The field of architecture is constantly challenged to meet the needs of an ever-evolving society. Architects are immersed in a technological revolution where digital tools, building materials, and design methodologies are rapidly expanding. As societal demands change and technology advances, we must also consider the effect of restricted urbanism on the field of architecture and the evolution of our social environments. . . .
We must examine the effect of antiquated building regulations in potentially stagnating architectural advancement and society. Nowhere is this question more provocative than Americas Capital, Washington, D.C where the “Height of Buildings Act,” passed by Congress in 1910, limits building heights within the District of Columbia to 130 feet.

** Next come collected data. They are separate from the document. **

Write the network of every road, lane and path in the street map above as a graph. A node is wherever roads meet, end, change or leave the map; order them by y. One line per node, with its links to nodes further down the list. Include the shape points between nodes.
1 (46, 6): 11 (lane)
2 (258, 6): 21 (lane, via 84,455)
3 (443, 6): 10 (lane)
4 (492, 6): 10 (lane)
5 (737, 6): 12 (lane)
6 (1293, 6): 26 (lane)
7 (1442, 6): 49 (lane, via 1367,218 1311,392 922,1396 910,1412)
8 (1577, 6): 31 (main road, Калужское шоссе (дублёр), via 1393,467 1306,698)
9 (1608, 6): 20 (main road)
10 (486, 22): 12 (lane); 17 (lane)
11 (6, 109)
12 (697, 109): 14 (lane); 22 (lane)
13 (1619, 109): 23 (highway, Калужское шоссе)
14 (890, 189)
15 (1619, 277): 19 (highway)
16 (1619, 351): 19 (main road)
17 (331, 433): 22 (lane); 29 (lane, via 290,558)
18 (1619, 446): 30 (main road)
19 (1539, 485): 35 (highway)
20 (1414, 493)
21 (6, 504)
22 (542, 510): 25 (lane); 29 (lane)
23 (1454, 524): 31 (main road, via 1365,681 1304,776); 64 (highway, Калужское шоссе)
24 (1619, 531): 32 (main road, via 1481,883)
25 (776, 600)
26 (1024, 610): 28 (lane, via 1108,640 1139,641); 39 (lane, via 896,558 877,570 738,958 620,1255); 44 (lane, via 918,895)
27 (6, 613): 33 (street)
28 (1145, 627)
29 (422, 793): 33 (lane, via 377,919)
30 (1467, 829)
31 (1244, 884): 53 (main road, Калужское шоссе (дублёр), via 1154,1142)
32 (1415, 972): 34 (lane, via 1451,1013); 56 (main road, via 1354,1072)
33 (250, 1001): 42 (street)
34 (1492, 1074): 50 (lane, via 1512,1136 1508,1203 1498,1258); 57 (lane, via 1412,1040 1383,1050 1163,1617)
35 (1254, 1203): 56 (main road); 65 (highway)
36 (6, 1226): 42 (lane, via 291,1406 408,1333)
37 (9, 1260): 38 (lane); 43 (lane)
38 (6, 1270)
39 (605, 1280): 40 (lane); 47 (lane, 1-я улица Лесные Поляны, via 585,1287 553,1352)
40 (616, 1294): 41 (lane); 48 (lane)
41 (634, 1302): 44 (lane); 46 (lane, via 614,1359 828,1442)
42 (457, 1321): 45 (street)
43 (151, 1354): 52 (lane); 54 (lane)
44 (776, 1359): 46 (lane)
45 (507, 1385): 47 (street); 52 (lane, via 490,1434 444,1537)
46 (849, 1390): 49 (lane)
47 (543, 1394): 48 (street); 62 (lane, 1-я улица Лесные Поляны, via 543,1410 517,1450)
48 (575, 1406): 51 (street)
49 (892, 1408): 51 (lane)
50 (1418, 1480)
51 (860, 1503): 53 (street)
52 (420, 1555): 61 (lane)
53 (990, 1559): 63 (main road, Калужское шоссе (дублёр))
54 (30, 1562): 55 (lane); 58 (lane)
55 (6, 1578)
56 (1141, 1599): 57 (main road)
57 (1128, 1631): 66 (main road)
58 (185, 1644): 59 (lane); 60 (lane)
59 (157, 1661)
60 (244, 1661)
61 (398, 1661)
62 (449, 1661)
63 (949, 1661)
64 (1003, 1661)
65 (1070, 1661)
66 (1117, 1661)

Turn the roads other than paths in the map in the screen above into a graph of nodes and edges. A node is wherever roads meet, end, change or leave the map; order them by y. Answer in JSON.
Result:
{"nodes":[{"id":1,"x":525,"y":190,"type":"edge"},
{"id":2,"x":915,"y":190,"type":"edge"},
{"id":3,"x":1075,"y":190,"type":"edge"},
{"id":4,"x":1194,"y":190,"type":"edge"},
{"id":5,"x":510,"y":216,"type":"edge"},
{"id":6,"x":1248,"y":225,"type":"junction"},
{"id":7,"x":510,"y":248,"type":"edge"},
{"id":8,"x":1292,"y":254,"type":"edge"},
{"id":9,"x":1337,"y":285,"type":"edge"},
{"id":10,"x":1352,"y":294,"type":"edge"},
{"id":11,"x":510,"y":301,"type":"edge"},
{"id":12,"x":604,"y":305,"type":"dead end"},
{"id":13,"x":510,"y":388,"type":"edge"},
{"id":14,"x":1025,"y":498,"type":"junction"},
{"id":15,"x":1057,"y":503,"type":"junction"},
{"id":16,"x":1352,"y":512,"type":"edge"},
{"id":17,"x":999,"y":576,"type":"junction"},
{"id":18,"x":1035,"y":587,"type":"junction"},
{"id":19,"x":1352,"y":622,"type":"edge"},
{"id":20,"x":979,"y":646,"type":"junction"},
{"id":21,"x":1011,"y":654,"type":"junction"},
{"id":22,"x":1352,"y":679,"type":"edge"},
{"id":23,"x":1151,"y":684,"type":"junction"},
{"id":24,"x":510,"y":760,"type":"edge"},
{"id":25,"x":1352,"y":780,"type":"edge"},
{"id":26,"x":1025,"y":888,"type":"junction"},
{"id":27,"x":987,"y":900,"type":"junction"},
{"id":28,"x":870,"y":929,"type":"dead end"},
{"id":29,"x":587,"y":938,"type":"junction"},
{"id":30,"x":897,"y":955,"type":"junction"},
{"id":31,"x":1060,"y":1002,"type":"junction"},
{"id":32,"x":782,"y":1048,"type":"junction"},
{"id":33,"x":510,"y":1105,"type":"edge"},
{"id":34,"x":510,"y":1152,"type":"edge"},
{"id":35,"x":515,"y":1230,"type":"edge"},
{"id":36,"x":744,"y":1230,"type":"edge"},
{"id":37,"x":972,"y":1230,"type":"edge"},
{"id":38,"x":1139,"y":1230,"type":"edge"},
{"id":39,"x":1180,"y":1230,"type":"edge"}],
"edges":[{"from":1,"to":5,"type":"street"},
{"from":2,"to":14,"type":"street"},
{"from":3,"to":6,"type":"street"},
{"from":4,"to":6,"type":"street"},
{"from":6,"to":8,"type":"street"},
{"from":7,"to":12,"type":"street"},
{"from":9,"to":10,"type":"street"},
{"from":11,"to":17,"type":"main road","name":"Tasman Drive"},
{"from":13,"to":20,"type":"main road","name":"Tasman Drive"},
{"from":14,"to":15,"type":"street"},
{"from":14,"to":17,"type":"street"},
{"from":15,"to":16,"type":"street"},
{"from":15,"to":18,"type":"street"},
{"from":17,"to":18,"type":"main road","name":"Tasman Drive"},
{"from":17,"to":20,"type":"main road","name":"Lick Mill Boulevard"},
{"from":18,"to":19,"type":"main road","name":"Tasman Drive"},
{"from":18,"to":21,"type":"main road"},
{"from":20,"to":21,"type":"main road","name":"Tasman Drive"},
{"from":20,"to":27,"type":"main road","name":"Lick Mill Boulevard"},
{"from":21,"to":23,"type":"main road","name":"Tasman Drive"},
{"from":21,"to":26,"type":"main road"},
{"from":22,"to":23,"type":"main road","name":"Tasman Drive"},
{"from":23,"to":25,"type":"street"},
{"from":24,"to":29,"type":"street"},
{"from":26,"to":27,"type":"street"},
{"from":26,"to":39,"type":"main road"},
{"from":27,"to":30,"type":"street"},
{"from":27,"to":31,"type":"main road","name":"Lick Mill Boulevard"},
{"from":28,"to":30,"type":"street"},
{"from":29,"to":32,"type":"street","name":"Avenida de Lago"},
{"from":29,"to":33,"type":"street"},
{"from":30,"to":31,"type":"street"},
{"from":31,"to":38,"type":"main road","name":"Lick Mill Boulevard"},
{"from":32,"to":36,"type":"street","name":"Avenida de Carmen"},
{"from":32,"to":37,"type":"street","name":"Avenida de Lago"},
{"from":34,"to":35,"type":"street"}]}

Taught by Lavinia Pasquina and Daniel Gillen, students of Emerging Technologies and Media (ETM) graduate concentration at The Catholic University of America questioned this law through a series of thoughtful and controversial proposals, exhibited at the American Institute of Architects, AIASIGAL Gallery in June, 2014. Sited at the Department of Commerce building adjacent to the National Mall, three distinct proposals for a mixed use “skyscraper” use radically different design strategies rooted in computation and advanced generative design techniques to offer creative solutions to building Tall in D.C. Students analyzed existing monuments such as the White House, Capitol Building, and the Washington Monument while questioning; what constitutes a monument in today’s society with respect to global issues, such as commercial markets, urban evolution, socio-economics, residential migration, and iconic skylines. Programs include high density residential variety, hospitality, public venues, and commercial amenities, reducing distances between home and office, and automotive fallout from commuting.
“Notably, given our studios selected site, in April 2014 the U.S. Department of Commerce’s Bureau of Economic Analysis released RPP (Regional Price Parity) data confirming Washington DC to be the most expensive ‘state’ in America in 2012, siting elevated housing costs as a main contributing parameter” mentioned co-professor of the studio Daniel Gillen. Hoping to teach a follow-up studio in the U.S. embedding real-time big data into a more “comprehensive strategy for new urbanism” Gillen reminds us: “These proposals are not the answers, they’re an attempt to encourage the questions. As architects we have a responsibility to investigate American urbanism creatively and critically. We’re ready to move onward and upward”
“The Tiber,” Mani Kordestani, Rayan Hakeem, and Ryan Nugent.
Like a geyser bursting through the fabric of the capital grid, Tiber pays tribute to the historic Tiber Creek, once running the length of the now Constitution Ave, and to D.C.’s history as a vast marshland. The glass tower erupts from the North end of the Herbert Hoover Commerce Building, reflecting its length of 1,041ft in the Tiber’s height. Shaped by symmetry, which respects the Neo-Classical tradition of the District’s monumental core, and an organic naturalism modeled after a geyser’s force and fluidity, Tiber is a new monument for the capital, inspired by its past but with a vision toward the future.
“The EVE:Elevated Visual Experience,” John Abowd, Elizabeth Esposito, and Brittany Fernald.
In a city with a million points of view E.V.E lets you experience every one. At a towering 1200ft E.V.E. unveils the concept of seeing the city through dilated apertures offering specified perspectives on significant historical monuments. E.V.E parametrically responds, by swelling its cylindrical shape, to the proximity of the Washington Monument, the Capitol, and the National Shrine. These protrusions expand to form interior voids, creating public venues for elevated discussion and debate, art and performance, and the culturally pervasive voyeurism.
“The Iceberg,” Marie Hunnell, Azita Soltani Far, and Nina Tatic.
A major concern of building tall in Washington, D.C. is fear historical landmarks will be overshadowed. The Iceberg uses environmental software to map solar loading and shadow paths that directly shape the building’s form. To maximize build-able volume and analyze solar gain massing begun by extruding the sites existing footprint to the final height of 1,000 feet. By designing reductively areas of high solar exposure were systematically removed to allow for light transmittance to underexposed areas. Through the ‘melting’ process four of six existing courtyards were preserved, resulting in three sun sculpted towers. Carved faces of the towers are exposed by a surface structural diagrid, while glazed faces along the perimeter shed light on its personal history as one mass. The Icebergs make for great neighbors by not ‘throwing shade’ on any history.